↓

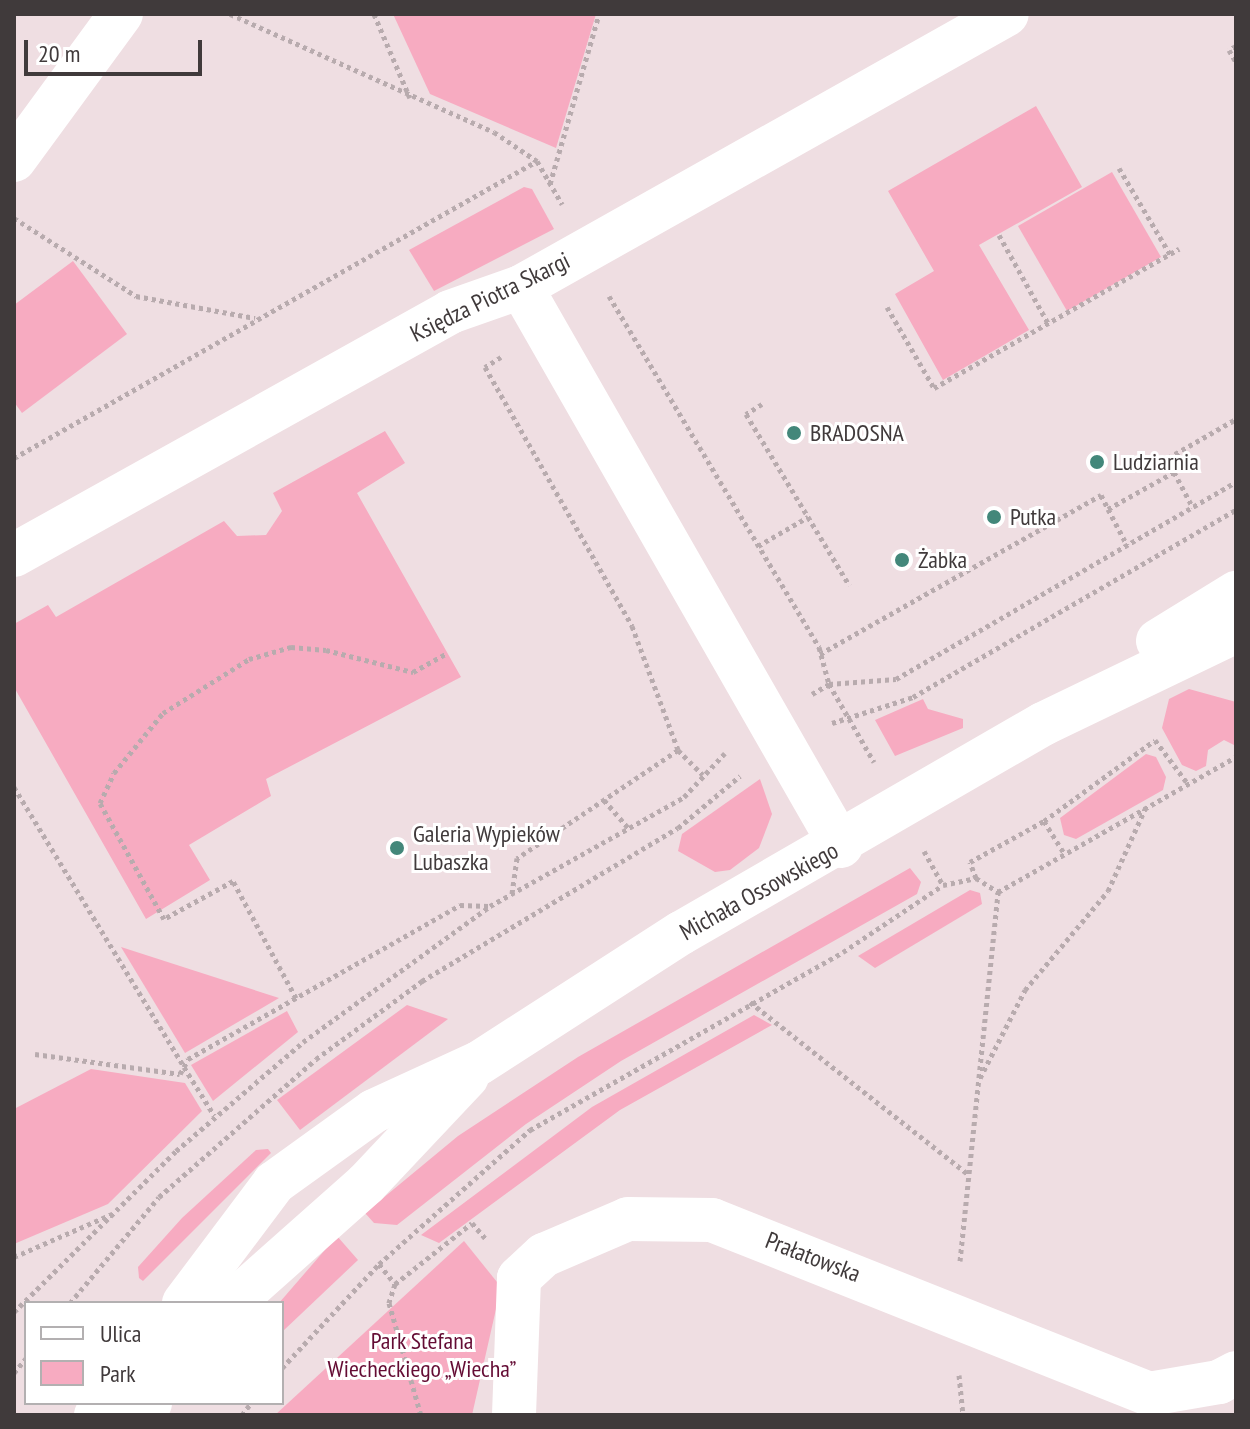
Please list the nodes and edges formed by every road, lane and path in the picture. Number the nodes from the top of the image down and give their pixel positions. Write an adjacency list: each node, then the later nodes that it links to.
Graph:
1 (121, 14): 9 (street)
2 (230, 14): 8 (path)
3 (374, 14): 8 (path)
4 (599, 14): 12 (path)
5 (1007, 14): 15 (street, Księdza Piotra Skargi)
6 (1236, 46): 7 (path)
7 (1236, 62)
8 (410, 99): 10 (path)
9 (14, 160)
10 (537, 161): 12 (path); 21 (path)
11 (1119, 168): 17 (path)
12 (550, 184): 15 (path)
13 (14, 218): 21 (path)
14 (999, 235): 22 (path)
15 (589, 249): 18 (street, Księdza Piotra Skargi); 19 (path)
16 (1179, 249): 17 (path)
17 (1171, 256): 22 (path)
18 (521, 287): 23 (street); 35 (street, Księdza Piotra Skargi)
19 (608, 294): 23 (path); 34 (path)
20 (887, 307): 22 (path)
21 (256, 318): 26 (path)
22 (1049, 325)
23 (545, 329): 44 (street); 45 (path)
24 (762, 404): 32 (path)
25 (1236, 419): 27 (path)
26 (14, 458)
27 (1174, 472): 29 (path); 30 (path)
28 (1236, 482): 29 (path)
29 (1193, 507): 33 (path)
30 (1108, 509): 33 (path); 40 (path)
31 (1236, 510): 42 (path)
32 (808, 517): 34 (path); 36 (path)
33 (1127, 545): 41 (path)
34 (758, 546): 40 (path)
35 (14, 555)
36 (849, 585)
37 (1236, 593): 43 (street, Michała Ossowskiego)
38 (1236, 631): 43 (street, Michała Ossowskiego)
39 (447, 653): 62 (path)
40 (820, 654): 41 (path)
41 (829, 684): 42 (path); 44 (path)
42 (847, 715): 44 (path); 52 (path)
43 (1043, 724): 52 (street, Michała Ossowskiego)
44 (776, 734): 47 (path); 55 (street); 76 (path)
45 (678, 750): 47 (path); 50 (path)
46 (1236, 757): 48 (path)
47 (703, 775): 54 (path)
48 (1188, 784): 51 (path); 53 (path)
49 (15, 790): 66 (path)
50 (604, 800): 54 (path); 60 (path)
51 (1145, 808): 56 (path); 67 (path)
52 (901, 809): 55 (street, Michała Ossowskiego); 58 (path)
53 (1044, 821): 56 (path); 57 (path)
54 (628, 828): 60 (path)
55 (841, 846): 65 (street, Michała Ossowskiego)
56 (1064, 853): 59 (path)
57 (976, 878): 58 (path); 59 (path)
58 (943, 885): 63 (path)
59 (998, 892): 67 (path)
60 (512, 894): 61 (path)
61 (490, 906): 62 (path); 68 (path)
62 (296, 998): 66 (path)
63 (750, 1002): 69 (path); 72 (path)
64 (35, 1054): 66 (path)
65 (479, 1063): 77 (street, Michała Ossowskiego); 78 (street, Michała Ossowskiego)
66 (184, 1067): 68 (path)
67 (978, 1082): 69 (path)
68 (214, 1115): 70 (path)
69 (968, 1175): 79 (path)
70 (117, 1212): 71 (path); 75 (path)
71 (14, 1257)
72 (379, 1264): 74 (path); 80 (path)
73 (519, 1278): 74 (path); 79 (street, Prałatowska); 83 (street)
74 (395, 1284): 82 (path)
75 (25, 1301)
76 (72, 1301)
77 (185, 1301)
78 (234, 1301)
79 (954, 1314): 81 (street, Prałatowska); 84 (path)
80 (284, 1366)
81 (1236, 1373)
82 (421, 1415)
83 (514, 1415)
84 (963, 1415)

↑

Problem statement: Keep the pictures out of the copy and write out the data exactly as it stands.

Exercise result:
Please list the nodes and edges formed by every road, lane and path in the picture. Number the nodes from the top of the image down and give their pixel positions. Write an adjacency list: each node, then the later nodes that it links to.
Graph:
1 (121, 14): 9 (street)
2 (230, 14): 8 (path)
3 (374, 14): 8 (path)
4 (599, 14): 12 (path)
5 (1007, 14): 15 (street, Księdza Piotra Skargi)
6 (1236, 46): 7 (path)
7 (1236, 62)
8 (410, 99): 10 (path)
9 (14, 160)
10 (537, 161): 12 (path); 21 (path)
11 (1119, 168): 17 (path)
12 (550, 184): 15 (path)
13 (14, 218): 21 (path)
14 (999, 235): 22 (path)
15 (589, 249): 18 (street, Księdza Piotra Skargi); 19 (path)
16 (1179, 249): 17 (path)
17 (1171, 256): 22 (path)
18 (521, 287): 23 (street); 35 (street, Księdza Piotra Skargi)
19 (608, 294): 23 (path); 34 (path)
20 (887, 307): 22 (path)
21 (256, 318): 26 (path)
22 (1049, 325)
23 (545, 329): 44 (street); 45 (path)
24 (762, 404): 32 (path)
25 (1236, 419): 27 (path)
26 (14, 458)
27 (1174, 472): 29 (path); 30 (path)
28 (1236, 482): 29 (path)
29 (1193, 507): 33 (path)
30 (1108, 509): 33 (path); 40 (path)
31 (1236, 510): 42 (path)
32 (808, 517): 34 (path); 36 (path)
33 (1127, 545): 41 (path)
34 (758, 546): 40 (path)
35 (14, 555)
36 (849, 585)
37 (1236, 593): 43 (street, Michała Ossowskiego)
38 (1236, 631): 43 (street, Michała Ossowskiego)
39 (447, 653): 62 (path)
40 (820, 654): 41 (path)
41 (829, 684): 42 (path); 44 (path)
42 (847, 715): 44 (path); 52 (path)
43 (1043, 724): 52 (street, Michała Ossowskiego)
44 (776, 734): 47 (path); 55 (street); 76 (path)
45 (678, 750): 47 (path); 50 (path)
46 (1236, 757): 48 (path)
47 (703, 775): 54 (path)
48 (1188, 784): 51 (path); 53 (path)
49 (15, 790): 66 (path)
50 (604, 800): 54 (path); 60 (path)
51 (1145, 808): 56 (path); 67 (path)
52 (901, 809): 55 (street, Michała Ossowskiego); 58 (path)
53 (1044, 821): 56 (path); 57 (path)
54 (628, 828): 60 (path)
55 (841, 846): 65 (street, Michała Ossowskiego)
56 (1064, 853): 59 (path)
57 (976, 878): 58 (path); 59 (path)
58 (943, 885): 63 (path)
59 (998, 892): 67 (path)
60 (512, 894): 61 (path)
61 (490, 906): 62 (path); 68 (path)
62 (296, 998): 66 (path)
63 (750, 1002): 69 (path); 72 (path)
64 (35, 1054): 66 (path)
65 (479, 1063): 77 (street, Michała Ossowskiego); 78 (street, Michała Ossowskiego)
66 (184, 1067): 68 (path)
67 (978, 1082): 69 (path)
68 (214, 1115): 70 (path)
69 (968, 1175): 79 (path)
70 (117, 1212): 71 (path); 75 (path)
71 (14, 1257)
72 (379, 1264): 74 (path); 80 (path)
73 (519, 1278): 74 (path); 79 (street, Prałatowska); 83 (street)
74 (395, 1284): 82 (path)
75 (25, 1301)
76 (72, 1301)
77 (185, 1301)
78 (234, 1301)
79 (954, 1314): 81 (street, Prałatowska); 84 (path)
80 (284, 1366)
81 (1236, 1373)
82 (421, 1415)
83 (514, 1415)
84 (963, 1415)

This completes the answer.